Combinations of mental disorders and co-occurring problems differ across crucial aspects like seriousness, level of impairment in functioning, duration and disability. For instance, in the event if having two disorders, one may be either serious or mild or that one may be more serious than the other. Truly, the seriousness of both disorders can be modified eventually. Other factors that may also vary include the level or degree of disability or impairment in day to day functions.
Thus, there is no single mixture of dual disorders; in fact, there is huge variability among them.
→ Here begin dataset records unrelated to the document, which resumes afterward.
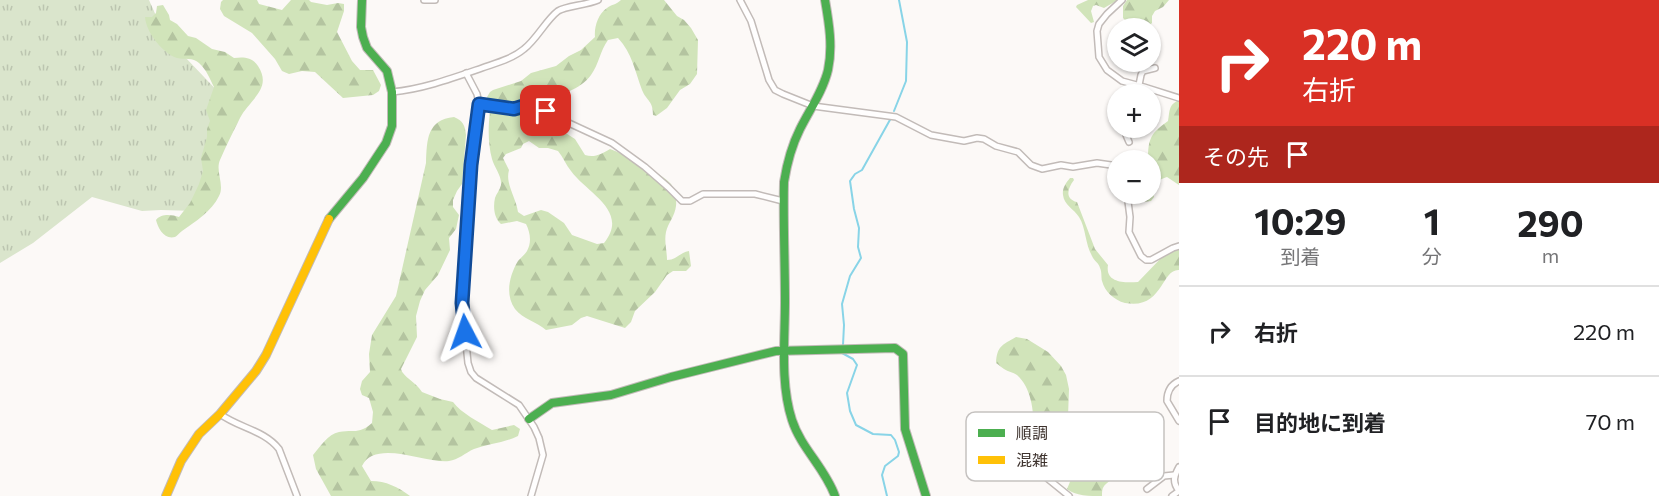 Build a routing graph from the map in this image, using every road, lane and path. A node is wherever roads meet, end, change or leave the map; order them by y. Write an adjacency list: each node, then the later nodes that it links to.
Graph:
1 (362, 0): 10 (street)
2 (424, 0): 3 (street)
3 (435, 0)
4 (598, 0): 8 (street)
5 (740, 0): 14 (street)
6 (825, 0): 14 (street)
7 (1122, 0): 9 (street)
8 (466, 73): 10 (street); 13 (street)
9 (1132, 84)
10 (392, 92): 23 (street)
11 (1161, 93): 12 (street)
12 (1179, 99)
13 (479, 104): 18 (street); 24 (street)
14 (813, 106): 17 (street); 18 (street)
15 (1127, 138): 16 (street)
16 (1129, 142)
17 (1107, 163)
18 (783, 201): 21 (street)
19 (1128, 204): 20 (street)
20 (1179, 246)
21 (785, 352): 24 (street); 35 (street); 36 (street)
22 (1179, 381): 25 (street)
23 (220, 414): 32 (street); 33 (street)
24 (530, 419): 34 (street)
25 (1179, 421)
26 (1179, 467): 27 (street)
27 (1174, 475): 28 (street); 38 (street)
28 (1164, 477)
29 (1051, 481): 37 (street)
30 (1156, 481): 31 (street)
31 (1147, 489)
32 (166, 496)
33 (297, 496)
34 (531, 496)
35 (835, 496)
36 (926, 496)
37 (1070, 496)
38 (1172, 496)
This is not to rule out the fact that one can come across patients who have the same combination of disorders in the course of treatment.
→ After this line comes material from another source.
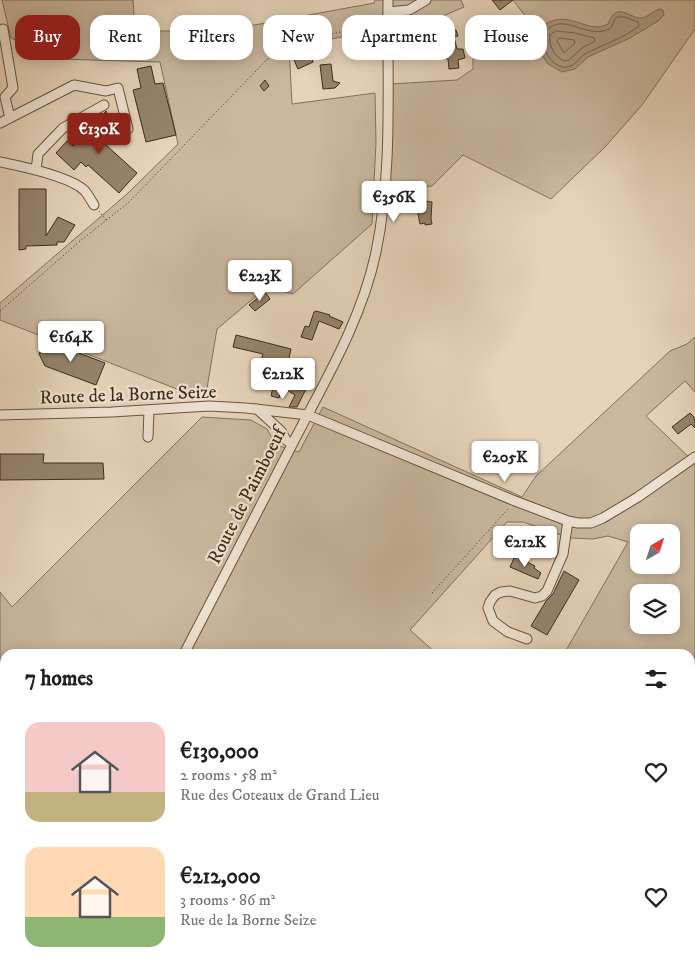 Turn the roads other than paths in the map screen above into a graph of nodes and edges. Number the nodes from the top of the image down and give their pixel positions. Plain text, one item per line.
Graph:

Further damage is inflicted in more than 50 % of all adults that have severe mental disorder as well as substance abuse disorders (abuse or addiction to alcohol or illicit drugs).
Compared patients who have a COD use problem alone or a mental health disorder, and more serious and chronic medical, social and emotional problems are often experienced by the patients with dual disorders. The severity of their condition makes them more prone to COD relapses as well as to worsening of their mental health disorders. Also, a cycle is likely where once there is a relapse in addiction recovery, the patient becomes more prone to a psychiatric worsening which makes it much easier to relapse into an addiction. Thus, for patients with dual disorders relapse prevention must be specially designed. Compared with patients who have a single disorder, patients with dual disorders often have more crises, require longer treatment, and grow more gradually in treatment.
Psychiatric disorders most prevalent among dually diagnosed patients include personality disorders, mood disorders, psychotic disorders, and anxiety disorders.